Discs need more pressure and volume. If it were simply a question of more pressure or more volume you could change the master cylinder to caliper ratio and get the right pressure. But discs need both pressure and volume, and that's why brake power boosters became standard when cars went to disc brakes.


All the above said, I prefer disc brakes. I just don't like throwing out drum brakes for boy-racer disc brake kits or incomplete upgrades.

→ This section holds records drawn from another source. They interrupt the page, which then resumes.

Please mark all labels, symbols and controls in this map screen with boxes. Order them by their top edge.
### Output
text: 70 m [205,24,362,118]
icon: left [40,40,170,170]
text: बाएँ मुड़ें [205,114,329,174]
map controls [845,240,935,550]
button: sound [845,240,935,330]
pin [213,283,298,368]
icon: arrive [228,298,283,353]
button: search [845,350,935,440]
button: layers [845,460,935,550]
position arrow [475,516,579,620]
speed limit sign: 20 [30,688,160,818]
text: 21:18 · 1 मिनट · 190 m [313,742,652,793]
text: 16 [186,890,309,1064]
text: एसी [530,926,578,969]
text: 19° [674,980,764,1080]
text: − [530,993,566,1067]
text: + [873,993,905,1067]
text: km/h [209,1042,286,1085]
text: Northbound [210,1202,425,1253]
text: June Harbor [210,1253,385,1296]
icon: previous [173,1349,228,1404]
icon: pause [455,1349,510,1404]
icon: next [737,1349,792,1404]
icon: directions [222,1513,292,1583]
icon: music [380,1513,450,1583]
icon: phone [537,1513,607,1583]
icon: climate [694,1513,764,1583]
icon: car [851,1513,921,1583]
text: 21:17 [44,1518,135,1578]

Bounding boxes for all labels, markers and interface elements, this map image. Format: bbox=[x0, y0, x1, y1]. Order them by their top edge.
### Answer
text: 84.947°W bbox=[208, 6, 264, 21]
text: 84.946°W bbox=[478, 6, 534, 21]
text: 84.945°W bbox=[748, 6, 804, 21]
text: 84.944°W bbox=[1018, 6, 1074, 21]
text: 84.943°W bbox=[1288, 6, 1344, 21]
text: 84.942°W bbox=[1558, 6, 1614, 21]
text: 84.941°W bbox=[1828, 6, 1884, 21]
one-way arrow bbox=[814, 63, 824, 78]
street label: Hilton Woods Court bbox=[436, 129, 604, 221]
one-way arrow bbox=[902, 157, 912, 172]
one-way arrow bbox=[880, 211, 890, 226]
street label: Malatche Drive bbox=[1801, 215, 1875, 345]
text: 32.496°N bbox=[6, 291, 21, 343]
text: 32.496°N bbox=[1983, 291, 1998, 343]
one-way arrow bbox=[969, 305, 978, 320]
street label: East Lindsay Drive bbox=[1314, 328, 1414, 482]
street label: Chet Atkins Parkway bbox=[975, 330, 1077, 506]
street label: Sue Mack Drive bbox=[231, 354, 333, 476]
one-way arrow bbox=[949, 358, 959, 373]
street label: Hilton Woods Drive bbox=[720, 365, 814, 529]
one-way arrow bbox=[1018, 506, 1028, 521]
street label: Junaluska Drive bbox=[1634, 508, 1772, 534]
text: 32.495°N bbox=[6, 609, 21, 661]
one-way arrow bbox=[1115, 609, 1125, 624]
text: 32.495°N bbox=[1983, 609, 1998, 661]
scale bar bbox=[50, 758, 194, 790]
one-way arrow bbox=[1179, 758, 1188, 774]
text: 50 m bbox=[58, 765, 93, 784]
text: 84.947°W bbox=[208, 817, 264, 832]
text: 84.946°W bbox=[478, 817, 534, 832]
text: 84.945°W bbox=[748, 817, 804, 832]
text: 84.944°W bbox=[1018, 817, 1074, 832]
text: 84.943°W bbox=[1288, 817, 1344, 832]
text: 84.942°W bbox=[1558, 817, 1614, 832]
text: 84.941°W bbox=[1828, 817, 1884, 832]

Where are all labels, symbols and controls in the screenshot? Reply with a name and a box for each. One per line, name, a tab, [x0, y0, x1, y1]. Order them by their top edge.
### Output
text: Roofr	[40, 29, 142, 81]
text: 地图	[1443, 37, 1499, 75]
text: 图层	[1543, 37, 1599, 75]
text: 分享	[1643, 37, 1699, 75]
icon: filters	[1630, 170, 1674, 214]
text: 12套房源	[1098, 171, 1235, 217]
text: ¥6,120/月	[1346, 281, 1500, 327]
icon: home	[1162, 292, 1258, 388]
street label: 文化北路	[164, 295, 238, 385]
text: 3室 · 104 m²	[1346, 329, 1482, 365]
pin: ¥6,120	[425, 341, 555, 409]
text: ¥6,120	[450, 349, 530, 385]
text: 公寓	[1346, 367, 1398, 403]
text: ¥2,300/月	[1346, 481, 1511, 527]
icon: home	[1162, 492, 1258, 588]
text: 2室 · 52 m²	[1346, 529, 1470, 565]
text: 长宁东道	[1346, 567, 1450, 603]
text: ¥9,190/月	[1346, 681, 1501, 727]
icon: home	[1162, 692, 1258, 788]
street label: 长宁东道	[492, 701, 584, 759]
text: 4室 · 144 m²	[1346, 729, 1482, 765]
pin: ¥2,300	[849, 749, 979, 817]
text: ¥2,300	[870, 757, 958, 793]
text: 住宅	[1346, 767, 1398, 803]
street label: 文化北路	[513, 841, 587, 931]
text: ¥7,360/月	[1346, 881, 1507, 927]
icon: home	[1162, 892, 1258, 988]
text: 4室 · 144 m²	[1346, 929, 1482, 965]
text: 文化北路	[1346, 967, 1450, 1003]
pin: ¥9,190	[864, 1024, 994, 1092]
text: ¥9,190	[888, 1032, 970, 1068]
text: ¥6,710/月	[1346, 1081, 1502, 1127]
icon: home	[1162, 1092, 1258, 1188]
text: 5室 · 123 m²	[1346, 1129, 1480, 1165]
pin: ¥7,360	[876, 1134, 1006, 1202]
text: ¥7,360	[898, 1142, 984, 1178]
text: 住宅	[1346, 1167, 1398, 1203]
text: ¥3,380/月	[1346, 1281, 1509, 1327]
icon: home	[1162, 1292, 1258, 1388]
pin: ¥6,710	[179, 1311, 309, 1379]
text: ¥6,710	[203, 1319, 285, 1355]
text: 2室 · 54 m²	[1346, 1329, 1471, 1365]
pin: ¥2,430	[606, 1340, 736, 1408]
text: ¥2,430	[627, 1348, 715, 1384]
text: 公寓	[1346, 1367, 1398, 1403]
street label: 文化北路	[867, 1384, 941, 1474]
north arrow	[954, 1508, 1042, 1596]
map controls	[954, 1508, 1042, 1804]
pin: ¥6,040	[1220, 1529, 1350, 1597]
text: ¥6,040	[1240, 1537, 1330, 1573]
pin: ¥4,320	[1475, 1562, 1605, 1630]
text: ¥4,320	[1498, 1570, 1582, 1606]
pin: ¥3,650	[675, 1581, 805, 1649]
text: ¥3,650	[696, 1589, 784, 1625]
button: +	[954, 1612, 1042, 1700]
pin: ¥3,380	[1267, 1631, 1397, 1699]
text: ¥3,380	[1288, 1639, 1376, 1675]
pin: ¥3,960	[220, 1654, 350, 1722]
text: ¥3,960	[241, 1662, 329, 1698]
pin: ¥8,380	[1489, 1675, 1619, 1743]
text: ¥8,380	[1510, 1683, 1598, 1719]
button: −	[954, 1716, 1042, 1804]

I've read that you don't have to change the ABS out to make the disc brakes work properly. That being said, I deleted my ABS due to the proportioning valve failing before I did this install. Its real fun driving on the freeway, pressing the brake pedal, firm pedal, and you don't really stop. The whole ABS system went in the garbage. I'm using a Wilwood adjustable proportioning valve on my rear brakes which allows for 100-1200 PSI I believe. When I still had the drums, I ran it at almost the lowest setting. Any more and they would lock up under heavy breaking. If I was towing/hauling, I would increase the pressure a little bit. When I went to disc brakes, I run the valve at full allowed pressure. The braking is better and smoother. They don't lock up very easy and yes, I can stop faster and safer. If they get wet, they still function... I could try a higher pressure valve, but I don't really feel the need. 1200 PSI works great.

I'm also using a 1 ton hydroboost system and 1 ton calipers. My truck has pretty awesome brakes. The NBS brake system is IMO, the best swap for disc brakes on these trucks. It keeps everything simple to replace, and gives you a stock GM silverado parking brake. All replacement parts are from a 99-2003 Silverado 1500, which will always be available at any parts store.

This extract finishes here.